## EXTRACTED MATERIAL
»»
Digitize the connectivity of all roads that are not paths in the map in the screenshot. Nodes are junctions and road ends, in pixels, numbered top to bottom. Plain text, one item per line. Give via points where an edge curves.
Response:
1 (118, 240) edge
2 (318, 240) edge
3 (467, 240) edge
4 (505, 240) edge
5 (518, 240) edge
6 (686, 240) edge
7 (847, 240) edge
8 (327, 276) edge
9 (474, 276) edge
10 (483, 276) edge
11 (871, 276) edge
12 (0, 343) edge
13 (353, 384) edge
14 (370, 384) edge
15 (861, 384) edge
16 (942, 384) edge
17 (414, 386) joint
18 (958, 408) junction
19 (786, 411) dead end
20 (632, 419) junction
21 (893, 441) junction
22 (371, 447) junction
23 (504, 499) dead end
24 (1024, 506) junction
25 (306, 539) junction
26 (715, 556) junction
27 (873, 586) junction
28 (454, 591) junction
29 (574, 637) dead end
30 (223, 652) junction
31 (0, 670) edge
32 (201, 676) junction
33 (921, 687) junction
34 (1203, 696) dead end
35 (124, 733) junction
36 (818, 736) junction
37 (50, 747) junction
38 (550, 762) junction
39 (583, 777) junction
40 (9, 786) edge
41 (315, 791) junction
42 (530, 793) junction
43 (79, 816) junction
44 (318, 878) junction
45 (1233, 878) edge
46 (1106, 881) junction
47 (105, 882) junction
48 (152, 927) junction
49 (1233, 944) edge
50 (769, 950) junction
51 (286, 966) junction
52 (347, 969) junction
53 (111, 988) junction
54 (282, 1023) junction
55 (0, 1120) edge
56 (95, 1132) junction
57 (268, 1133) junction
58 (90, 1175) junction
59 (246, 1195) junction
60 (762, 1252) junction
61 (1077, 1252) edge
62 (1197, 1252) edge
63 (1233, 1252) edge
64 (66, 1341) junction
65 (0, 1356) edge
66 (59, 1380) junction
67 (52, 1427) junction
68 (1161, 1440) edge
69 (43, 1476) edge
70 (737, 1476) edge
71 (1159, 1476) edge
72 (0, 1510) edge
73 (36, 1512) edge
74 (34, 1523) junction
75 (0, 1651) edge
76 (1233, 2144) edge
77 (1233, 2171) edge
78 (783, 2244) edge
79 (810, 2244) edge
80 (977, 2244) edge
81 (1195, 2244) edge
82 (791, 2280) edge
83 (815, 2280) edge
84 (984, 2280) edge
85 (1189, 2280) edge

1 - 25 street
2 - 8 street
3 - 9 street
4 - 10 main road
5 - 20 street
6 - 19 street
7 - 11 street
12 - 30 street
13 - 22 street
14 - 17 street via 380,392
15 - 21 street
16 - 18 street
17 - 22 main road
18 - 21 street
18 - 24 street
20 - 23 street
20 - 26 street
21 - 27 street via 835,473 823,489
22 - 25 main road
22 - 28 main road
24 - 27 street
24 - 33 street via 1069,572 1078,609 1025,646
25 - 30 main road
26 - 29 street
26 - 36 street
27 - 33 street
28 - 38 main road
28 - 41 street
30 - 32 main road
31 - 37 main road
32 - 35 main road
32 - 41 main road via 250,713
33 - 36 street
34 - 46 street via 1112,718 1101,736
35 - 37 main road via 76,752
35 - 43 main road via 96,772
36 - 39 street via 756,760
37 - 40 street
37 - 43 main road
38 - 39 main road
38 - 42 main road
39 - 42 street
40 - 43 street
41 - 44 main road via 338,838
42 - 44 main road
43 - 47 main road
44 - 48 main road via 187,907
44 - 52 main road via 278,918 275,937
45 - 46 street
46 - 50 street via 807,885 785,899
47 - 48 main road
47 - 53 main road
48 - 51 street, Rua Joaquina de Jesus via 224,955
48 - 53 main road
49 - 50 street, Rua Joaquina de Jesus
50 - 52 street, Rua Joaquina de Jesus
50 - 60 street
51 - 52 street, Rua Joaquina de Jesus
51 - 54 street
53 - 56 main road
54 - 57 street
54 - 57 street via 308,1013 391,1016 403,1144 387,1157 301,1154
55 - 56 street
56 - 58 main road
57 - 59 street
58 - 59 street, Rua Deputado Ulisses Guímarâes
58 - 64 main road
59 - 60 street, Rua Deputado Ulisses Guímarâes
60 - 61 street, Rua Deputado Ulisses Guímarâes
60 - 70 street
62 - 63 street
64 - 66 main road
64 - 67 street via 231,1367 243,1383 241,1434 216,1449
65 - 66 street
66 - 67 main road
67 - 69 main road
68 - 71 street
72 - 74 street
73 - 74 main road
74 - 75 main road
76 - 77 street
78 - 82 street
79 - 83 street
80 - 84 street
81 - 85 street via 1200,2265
««
## ASSIGNMENT
Exactly as given, restate all the lines above.

## WRITTEN SOLUTION
Digitize the connectivity of all roads that are not paths in the map in the screenshot. Nodes are junctions and road ends, in pixels, numbered top to bottom. Plain text, one item per line. Give via points where an edge curves.
Response:
1 (118, 240) edge
2 (318, 240) edge
3 (467, 240) edge
4 (505, 240) edge
5 (518, 240) edge
6 (686, 240) edge
7 (847, 240) edge
8 (327, 276) edge
9 (474, 276) edge
10 (483, 276) edge
11 (871, 276) edge
12 (0, 343) edge
13 (353, 384) edge
14 (370, 384) edge
15 (861, 384) edge
16 (942, 384) edge
17 (414, 386) joint
18 (958, 408) junction
19 (786, 411) dead end
20 (632, 419) junction
21 (893, 441) junction
22 (371, 447) junction
23 (504, 499) dead end
24 (1024, 506) junction
25 (306, 539) junction
26 (715, 556) junction
27 (873, 586) junction
28 (454, 591) junction
29 (574, 637) dead end
30 (223, 652) junction
31 (0, 670) edge
32 (201, 676) junction
33 (921, 687) junction
34 (1203, 696) dead end
35 (124, 733) junction
36 (818, 736) junction
37 (50, 747) junction
38 (550, 762) junction
39 (583, 777) junction
40 (9, 786) edge
41 (315, 791) junction
42 (530, 793) junction
43 (79, 816) junction
44 (318, 878) junction
45 (1233, 878) edge
46 (1106, 881) junction
47 (105, 882) junction
48 (152, 927) junction
49 (1233, 944) edge
50 (769, 950) junction
51 (286, 966) junction
52 (347, 969) junction
53 (111, 988) junction
54 (282, 1023) junction
55 (0, 1120) edge
56 (95, 1132) junction
57 (268, 1133) junction
58 (90, 1175) junction
59 (246, 1195) junction
60 (762, 1252) junction
61 (1077, 1252) edge
62 (1197, 1252) edge
63 (1233, 1252) edge
64 (66, 1341) junction
65 (0, 1356) edge
66 (59, 1380) junction
67 (52, 1427) junction
68 (1161, 1440) edge
69 (43, 1476) edge
70 (737, 1476) edge
71 (1159, 1476) edge
72 (0, 1510) edge
73 (36, 1512) edge
74 (34, 1523) junction
75 (0, 1651) edge
76 (1233, 2144) edge
77 (1233, 2171) edge
78 (783, 2244) edge
79 (810, 2244) edge
80 (977, 2244) edge
81 (1195, 2244) edge
82 (791, 2280) edge
83 (815, 2280) edge
84 (984, 2280) edge
85 (1189, 2280) edge

1 - 25 street
2 - 8 street
3 - 9 street
4 - 10 main road
5 - 20 street
6 - 19 street
7 - 11 street
12 - 30 street
13 - 22 street
14 - 17 street via 380,392
15 - 21 street
16 - 18 street
17 - 22 main road
18 - 21 street
18 - 24 street
20 - 23 street
20 - 26 street
21 - 27 street via 835,473 823,489
22 - 25 main road
22 - 28 main road
24 - 27 street
24 - 33 street via 1069,572 1078,609 1025,646
25 - 30 main road
26 - 29 street
26 - 36 street
27 - 33 street
28 - 38 main road
28 - 41 street
30 - 32 main road
31 - 37 main road
32 - 35 main road
32 - 41 main road via 250,713
33 - 36 street
34 - 46 street via 1112,718 1101,736
35 - 37 main road via 76,752
35 - 43 main road via 96,772
36 - 39 street via 756,760
37 - 40 street
37 - 43 main road
38 - 39 main road
38 - 42 main road
39 - 42 street
40 - 43 street
41 - 44 main road via 338,838
42 - 44 main road
43 - 47 main road
44 - 48 main road via 187,907
44 - 52 main road via 278,918 275,937
45 - 46 street
46 - 50 street via 807,885 785,899
47 - 48 main road
47 - 53 main road
48 - 51 street, Rua Joaquina de Jesus via 224,955
48 - 53 main road
49 - 50 street, Rua Joaquina de Jesus
50 - 52 street, Rua Joaquina de Jesus
50 - 60 street
51 - 52 street, Rua Joaquina de Jesus
51 - 54 street
53 - 56 main road
54 - 57 street
54 - 57 street via 308,1013 391,1016 403,1144 387,1157 301,1154
55 - 56 street
56 - 58 main road
57 - 59 street
58 - 59 street, Rua Deputado Ulisses Guímarâes
58 - 64 main road
59 - 60 street, Rua Deputado Ulisses Guímarâes
60 - 61 street, Rua Deputado Ulisses Guímarâes
60 - 70 street
62 - 63 street
64 - 66 main road
64 - 67 street via 231,1367 243,1383 241,1434 216,1449
65 - 66 street
66 - 67 main road
67 - 69 main road
68 - 71 street
72 - 74 street
73 - 74 main road
74 - 75 main road
76 - 77 street
78 - 82 street
79 - 83 street
80 - 84 street
81 - 85 street via 1200,2265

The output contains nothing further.